Sunday, August 23, 2009

Last Call

Howard Kurtz of the WaPo wants to know why "death panels" won't die and comes across the major problem of the Village.
While there is legitimate debate about the legislation's funding for voluntary end-of-life counseling sessions, the former Alaska governor's claim that government panels would make euthanasia decisions was clearly debunked. Yet an NBC poll last week found that 45 percent of those surveyed believe the measure would allow the government to make decisions about cutting off care to the elderly -- a figure that rose to 75 percent among Fox News viewers.

Less than seven hours after Palin posted her charge Aug. 7, MSNBC's Keith Olbermann called it an "absurd idea." That might have been dismissed as a liberal slam, but the next day, ABC's Bill Weir said on "Good Morning America": "There is nothing like that anywhere in the pending legislation."

On Aug. 9, Post reporter Ceci Connolly said flatly in an A-section story: "There are no such 'death panels' mentioned in any of the House bills." That same day, on NBC's "Meet the Press," conservative New York Times columnist David Brooks called Palin's assertion "crazy." CNN's Jessica Yellin said on "State of the Union," "That's not an accurate assessment of what this panel is." And on ABC's "This Week," George Stephanopoulos said: "Those phrases appear nowhere in the bill."

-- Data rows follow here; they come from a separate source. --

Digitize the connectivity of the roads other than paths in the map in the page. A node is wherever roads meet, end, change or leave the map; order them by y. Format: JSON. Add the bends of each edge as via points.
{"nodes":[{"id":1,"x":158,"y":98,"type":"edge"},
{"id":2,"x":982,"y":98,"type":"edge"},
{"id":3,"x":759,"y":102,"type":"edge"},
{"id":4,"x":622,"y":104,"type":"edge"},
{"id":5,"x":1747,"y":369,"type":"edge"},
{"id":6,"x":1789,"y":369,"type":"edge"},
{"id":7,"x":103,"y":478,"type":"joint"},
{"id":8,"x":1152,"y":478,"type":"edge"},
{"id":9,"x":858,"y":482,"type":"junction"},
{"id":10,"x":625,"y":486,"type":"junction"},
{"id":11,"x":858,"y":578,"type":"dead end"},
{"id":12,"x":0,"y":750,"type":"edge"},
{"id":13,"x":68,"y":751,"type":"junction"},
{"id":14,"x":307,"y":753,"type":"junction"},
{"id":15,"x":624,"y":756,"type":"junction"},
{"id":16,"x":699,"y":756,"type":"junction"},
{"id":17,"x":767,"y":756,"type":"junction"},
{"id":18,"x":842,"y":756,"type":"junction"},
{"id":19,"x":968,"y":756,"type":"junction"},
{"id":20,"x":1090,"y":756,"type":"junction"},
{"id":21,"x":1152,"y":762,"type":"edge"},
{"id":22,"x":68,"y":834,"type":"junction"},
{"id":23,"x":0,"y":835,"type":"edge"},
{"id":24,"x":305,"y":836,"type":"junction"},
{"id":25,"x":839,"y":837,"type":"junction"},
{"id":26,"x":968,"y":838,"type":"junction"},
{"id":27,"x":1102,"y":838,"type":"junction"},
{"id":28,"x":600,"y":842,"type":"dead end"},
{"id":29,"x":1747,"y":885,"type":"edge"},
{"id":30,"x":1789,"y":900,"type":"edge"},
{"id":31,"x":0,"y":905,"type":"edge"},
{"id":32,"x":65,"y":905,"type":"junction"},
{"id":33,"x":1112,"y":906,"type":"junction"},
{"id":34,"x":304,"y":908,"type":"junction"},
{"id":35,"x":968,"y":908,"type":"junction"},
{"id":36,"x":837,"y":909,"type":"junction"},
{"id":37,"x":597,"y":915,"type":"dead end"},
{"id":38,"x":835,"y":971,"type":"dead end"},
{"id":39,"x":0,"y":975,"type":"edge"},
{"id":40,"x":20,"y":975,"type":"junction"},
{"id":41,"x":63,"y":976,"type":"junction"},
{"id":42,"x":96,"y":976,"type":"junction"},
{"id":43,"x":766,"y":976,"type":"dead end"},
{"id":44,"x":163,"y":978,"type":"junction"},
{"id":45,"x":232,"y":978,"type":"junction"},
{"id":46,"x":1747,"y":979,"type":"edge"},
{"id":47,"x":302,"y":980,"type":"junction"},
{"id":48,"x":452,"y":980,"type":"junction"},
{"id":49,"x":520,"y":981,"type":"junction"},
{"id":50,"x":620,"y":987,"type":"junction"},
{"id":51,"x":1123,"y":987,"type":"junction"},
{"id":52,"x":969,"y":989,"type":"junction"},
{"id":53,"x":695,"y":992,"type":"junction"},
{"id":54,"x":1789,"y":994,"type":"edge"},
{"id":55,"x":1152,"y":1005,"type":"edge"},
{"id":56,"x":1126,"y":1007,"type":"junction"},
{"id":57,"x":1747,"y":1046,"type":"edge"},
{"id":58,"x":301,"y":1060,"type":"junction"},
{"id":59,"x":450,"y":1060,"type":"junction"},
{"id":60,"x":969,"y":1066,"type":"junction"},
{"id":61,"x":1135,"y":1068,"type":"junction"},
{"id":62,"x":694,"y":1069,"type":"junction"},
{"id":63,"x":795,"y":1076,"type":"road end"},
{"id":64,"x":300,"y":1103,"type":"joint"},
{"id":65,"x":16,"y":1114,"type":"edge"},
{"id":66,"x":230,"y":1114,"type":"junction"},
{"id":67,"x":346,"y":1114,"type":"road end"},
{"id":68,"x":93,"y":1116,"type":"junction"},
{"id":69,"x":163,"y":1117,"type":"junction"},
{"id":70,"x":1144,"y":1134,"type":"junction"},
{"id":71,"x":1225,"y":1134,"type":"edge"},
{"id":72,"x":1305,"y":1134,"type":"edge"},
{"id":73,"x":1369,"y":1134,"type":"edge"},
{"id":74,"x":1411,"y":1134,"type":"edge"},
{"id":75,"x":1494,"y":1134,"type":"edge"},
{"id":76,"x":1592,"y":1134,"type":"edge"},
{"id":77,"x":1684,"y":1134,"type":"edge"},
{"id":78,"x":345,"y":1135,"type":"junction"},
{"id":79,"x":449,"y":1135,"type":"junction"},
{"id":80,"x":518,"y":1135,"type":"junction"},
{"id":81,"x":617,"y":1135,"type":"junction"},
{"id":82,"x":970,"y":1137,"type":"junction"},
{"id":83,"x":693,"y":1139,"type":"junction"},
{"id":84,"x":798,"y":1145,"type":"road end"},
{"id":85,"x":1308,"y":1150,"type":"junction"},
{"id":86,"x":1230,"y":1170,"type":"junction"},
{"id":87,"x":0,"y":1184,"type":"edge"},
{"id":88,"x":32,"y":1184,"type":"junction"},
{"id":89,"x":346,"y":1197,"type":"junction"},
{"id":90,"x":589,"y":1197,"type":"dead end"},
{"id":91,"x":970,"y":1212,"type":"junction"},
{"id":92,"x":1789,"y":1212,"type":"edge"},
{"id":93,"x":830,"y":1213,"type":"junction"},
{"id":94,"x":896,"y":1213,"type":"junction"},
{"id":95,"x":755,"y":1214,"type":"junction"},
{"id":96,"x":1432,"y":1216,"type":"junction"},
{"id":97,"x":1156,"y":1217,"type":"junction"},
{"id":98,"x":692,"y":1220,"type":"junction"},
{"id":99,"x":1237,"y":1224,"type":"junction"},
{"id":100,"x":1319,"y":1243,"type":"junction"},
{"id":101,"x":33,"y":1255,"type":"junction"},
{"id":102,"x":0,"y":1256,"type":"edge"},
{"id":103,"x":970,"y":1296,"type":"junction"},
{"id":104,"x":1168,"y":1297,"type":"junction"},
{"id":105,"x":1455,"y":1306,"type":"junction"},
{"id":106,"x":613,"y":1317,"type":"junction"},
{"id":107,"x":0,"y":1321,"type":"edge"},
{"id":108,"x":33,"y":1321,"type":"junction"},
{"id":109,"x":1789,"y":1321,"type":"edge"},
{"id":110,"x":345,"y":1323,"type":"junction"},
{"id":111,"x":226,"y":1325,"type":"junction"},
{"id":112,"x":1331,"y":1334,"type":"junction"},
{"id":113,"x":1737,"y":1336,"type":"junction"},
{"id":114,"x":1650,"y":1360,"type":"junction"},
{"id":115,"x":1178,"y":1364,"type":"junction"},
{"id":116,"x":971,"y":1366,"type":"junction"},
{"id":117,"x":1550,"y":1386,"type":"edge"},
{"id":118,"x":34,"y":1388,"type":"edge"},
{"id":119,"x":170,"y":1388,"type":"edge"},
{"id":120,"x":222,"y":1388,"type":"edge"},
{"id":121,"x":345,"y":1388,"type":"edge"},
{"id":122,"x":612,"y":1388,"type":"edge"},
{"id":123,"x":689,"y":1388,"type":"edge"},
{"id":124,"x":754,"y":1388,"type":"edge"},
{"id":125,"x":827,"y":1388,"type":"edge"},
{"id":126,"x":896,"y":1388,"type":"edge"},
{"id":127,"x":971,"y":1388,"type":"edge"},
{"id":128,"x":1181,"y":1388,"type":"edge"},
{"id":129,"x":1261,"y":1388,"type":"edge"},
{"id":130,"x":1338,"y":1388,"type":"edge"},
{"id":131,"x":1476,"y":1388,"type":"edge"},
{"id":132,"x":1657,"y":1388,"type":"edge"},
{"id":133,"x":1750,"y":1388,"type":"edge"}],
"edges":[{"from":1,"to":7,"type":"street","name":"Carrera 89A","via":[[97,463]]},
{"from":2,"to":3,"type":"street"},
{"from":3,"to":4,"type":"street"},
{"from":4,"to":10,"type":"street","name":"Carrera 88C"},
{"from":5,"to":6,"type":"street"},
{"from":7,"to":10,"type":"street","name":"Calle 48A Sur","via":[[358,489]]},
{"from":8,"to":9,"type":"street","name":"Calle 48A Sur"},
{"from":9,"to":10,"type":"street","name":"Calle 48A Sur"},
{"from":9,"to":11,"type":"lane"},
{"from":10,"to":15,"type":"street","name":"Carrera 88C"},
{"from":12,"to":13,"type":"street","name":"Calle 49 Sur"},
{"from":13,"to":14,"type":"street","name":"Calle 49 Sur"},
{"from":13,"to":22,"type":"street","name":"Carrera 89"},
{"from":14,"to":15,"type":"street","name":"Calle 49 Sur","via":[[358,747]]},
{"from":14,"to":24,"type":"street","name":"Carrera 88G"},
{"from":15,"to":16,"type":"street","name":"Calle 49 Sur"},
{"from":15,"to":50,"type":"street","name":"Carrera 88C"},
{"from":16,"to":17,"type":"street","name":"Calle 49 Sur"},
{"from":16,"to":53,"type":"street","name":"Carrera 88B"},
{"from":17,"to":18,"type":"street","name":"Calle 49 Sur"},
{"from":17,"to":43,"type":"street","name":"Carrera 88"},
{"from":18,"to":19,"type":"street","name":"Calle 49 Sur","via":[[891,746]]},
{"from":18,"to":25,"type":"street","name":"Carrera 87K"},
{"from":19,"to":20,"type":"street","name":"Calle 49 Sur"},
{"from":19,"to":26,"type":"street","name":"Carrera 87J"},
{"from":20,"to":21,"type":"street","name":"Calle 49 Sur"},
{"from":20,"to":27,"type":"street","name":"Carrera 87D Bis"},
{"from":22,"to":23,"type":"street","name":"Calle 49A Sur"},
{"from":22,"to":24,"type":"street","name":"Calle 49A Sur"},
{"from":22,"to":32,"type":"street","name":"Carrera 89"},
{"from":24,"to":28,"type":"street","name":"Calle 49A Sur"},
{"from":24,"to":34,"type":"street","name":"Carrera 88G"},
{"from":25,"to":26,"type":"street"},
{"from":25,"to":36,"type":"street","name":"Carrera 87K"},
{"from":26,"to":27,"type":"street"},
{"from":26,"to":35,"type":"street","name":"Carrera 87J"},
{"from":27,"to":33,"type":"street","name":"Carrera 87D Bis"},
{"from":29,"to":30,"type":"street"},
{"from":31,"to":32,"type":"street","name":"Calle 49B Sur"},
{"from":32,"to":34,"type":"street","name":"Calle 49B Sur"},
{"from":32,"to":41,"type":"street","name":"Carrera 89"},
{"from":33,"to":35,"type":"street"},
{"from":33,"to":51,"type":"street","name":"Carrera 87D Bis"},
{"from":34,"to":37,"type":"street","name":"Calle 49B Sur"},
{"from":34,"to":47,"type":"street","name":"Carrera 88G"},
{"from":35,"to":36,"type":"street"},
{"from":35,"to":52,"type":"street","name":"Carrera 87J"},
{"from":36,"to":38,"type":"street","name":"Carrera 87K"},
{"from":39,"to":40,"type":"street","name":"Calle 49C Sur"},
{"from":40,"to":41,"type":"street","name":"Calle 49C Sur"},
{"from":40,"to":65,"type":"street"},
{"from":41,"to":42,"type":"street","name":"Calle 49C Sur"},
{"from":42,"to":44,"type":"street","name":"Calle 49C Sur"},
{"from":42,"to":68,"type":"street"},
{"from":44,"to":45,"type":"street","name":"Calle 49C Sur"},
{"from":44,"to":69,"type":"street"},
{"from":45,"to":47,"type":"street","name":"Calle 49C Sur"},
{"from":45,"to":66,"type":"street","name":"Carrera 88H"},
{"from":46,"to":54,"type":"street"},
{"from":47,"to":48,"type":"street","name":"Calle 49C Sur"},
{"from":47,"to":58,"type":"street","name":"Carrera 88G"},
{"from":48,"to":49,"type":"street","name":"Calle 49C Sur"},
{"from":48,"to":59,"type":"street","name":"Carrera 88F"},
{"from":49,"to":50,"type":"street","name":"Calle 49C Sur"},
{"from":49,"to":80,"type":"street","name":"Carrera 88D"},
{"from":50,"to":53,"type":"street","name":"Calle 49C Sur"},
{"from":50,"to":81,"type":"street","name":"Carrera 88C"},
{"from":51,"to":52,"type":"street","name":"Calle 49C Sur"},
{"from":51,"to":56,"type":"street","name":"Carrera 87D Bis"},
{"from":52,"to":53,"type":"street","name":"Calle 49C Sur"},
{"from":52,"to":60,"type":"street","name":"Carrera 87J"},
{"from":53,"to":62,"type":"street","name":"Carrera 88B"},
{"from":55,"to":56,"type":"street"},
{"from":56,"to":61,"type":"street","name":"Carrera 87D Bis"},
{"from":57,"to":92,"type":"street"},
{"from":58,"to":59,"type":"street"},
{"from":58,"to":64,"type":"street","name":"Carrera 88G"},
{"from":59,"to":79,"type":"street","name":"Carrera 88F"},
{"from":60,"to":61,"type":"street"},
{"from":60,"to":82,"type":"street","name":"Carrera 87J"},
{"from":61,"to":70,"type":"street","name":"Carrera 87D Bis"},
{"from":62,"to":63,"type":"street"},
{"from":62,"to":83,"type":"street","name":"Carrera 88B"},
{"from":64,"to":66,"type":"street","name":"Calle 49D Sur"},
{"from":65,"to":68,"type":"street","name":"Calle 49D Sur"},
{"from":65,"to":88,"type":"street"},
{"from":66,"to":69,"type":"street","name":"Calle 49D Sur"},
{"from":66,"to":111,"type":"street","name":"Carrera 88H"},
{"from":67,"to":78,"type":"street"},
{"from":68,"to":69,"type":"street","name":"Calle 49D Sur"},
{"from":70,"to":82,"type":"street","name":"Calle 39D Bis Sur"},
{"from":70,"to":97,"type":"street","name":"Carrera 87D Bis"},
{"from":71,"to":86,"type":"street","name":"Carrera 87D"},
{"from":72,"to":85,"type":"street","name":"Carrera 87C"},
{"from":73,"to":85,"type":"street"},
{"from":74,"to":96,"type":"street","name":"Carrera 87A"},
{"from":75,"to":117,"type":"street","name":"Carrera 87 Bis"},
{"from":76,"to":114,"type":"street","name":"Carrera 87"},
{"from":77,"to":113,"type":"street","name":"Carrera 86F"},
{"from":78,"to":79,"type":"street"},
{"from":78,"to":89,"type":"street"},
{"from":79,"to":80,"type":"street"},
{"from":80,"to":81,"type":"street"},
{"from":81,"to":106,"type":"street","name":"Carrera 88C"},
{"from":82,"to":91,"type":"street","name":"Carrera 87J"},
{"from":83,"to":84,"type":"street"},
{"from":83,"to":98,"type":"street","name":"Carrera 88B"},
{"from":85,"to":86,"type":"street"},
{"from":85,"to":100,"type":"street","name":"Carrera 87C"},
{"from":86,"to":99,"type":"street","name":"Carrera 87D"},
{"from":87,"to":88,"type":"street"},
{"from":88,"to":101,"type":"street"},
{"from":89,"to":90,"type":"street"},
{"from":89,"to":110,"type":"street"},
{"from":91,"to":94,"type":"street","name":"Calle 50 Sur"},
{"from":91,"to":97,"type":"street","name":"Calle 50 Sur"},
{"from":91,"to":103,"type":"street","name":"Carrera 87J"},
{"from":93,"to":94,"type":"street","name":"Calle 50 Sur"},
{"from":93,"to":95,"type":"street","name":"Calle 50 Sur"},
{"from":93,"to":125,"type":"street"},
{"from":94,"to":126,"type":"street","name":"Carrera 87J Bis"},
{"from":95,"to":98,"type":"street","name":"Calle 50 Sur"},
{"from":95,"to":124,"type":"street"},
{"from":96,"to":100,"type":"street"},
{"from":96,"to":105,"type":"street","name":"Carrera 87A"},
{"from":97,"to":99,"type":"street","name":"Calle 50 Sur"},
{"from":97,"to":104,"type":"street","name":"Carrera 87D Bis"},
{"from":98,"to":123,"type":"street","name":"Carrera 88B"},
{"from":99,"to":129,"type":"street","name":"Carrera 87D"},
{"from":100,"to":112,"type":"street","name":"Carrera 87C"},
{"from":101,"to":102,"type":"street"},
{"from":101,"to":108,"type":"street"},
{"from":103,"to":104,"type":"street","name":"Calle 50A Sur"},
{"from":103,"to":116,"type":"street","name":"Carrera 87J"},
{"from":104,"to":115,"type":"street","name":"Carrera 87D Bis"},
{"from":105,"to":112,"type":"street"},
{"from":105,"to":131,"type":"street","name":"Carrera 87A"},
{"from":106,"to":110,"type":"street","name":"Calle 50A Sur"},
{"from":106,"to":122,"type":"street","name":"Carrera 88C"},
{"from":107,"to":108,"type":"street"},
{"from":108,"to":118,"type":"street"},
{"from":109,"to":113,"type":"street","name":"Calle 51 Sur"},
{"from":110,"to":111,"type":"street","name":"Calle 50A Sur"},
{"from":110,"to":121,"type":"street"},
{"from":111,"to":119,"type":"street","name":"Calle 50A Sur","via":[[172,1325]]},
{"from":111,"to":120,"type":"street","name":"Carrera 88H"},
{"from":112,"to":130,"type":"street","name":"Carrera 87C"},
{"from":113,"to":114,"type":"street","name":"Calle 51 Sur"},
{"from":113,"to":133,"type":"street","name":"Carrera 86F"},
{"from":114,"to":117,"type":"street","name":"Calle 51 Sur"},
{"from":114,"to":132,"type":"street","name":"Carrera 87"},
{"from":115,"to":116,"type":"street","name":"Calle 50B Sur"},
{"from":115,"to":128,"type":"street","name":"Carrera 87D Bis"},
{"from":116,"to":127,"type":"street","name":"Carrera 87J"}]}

Still, some conservatives argued otherwise. On the Stephanopoulos roundtable, former House speaker Newt Gingrich said the legislation "has all sorts of panels. You're asking us to trust turning power over to the government when there clearly are people in America who believe in establishing euthanasia, including selective standards."

And on Fox the next night, Bill O'Reilly played a clip of former Democratic Party chairman Howard Dean saying Palin "just made that up. . . . There's nothing like euthanasia in the bill." O'Reilly countered that as far as he could tell, "Sarah Palin never mentioned euthanasia. Dean made it up to demean Palin."

Ultimately, the media consensus was that Palin had attempted "to leap across a logical canyon," as the conservative bible National Review put it, adding that "we should be against hysteria." But the "death" debate was sucking up much of the political oxygen. President Obama kept denying that he was for "pulling the plug on Grandma." On Aug. 13, the Senate Finance Committee pulled the plug on the provision, with Republican Sen. Charles Grassley saying the idea could be -- yes -- "misinterpreted."

Perhaps journalists are no more trusted than politicians these days, or many folks never saw the knockdown stories. But this was a stunning illustration of the traditional media's impotence.

Gosh Howie, you think?

I have a series of questions for the esteemed WaPo media critic:

  1. What's the current penalty that the Village media will bestow upon Sarah Palin and Newt Gingrich for boldly repeating those lies all over the airwaves?
  2. If three-quarters of FOX News viewers believe the lie, don't you think there's something terribly wrong at that network?
  3. After eight years of the village carrying the GOP kool-aid, why do you think there's a trust issue in the traditional media, Howard?
  4. Don't you think there's a general problem with the media itself when it is concerned less with the truth and more with whoring itself out for the story?
It's distressing, I'm sure. But the fact is the media is aiding and abetting the death of Obama's agenda, one right-wing liar at a time.

1 comment:

Matt Osborne said...

You know, I've been encouraged to see the MSM debunking "death panels" at all. But it will take powerful countermemeing to combat all the tinfoil hattery.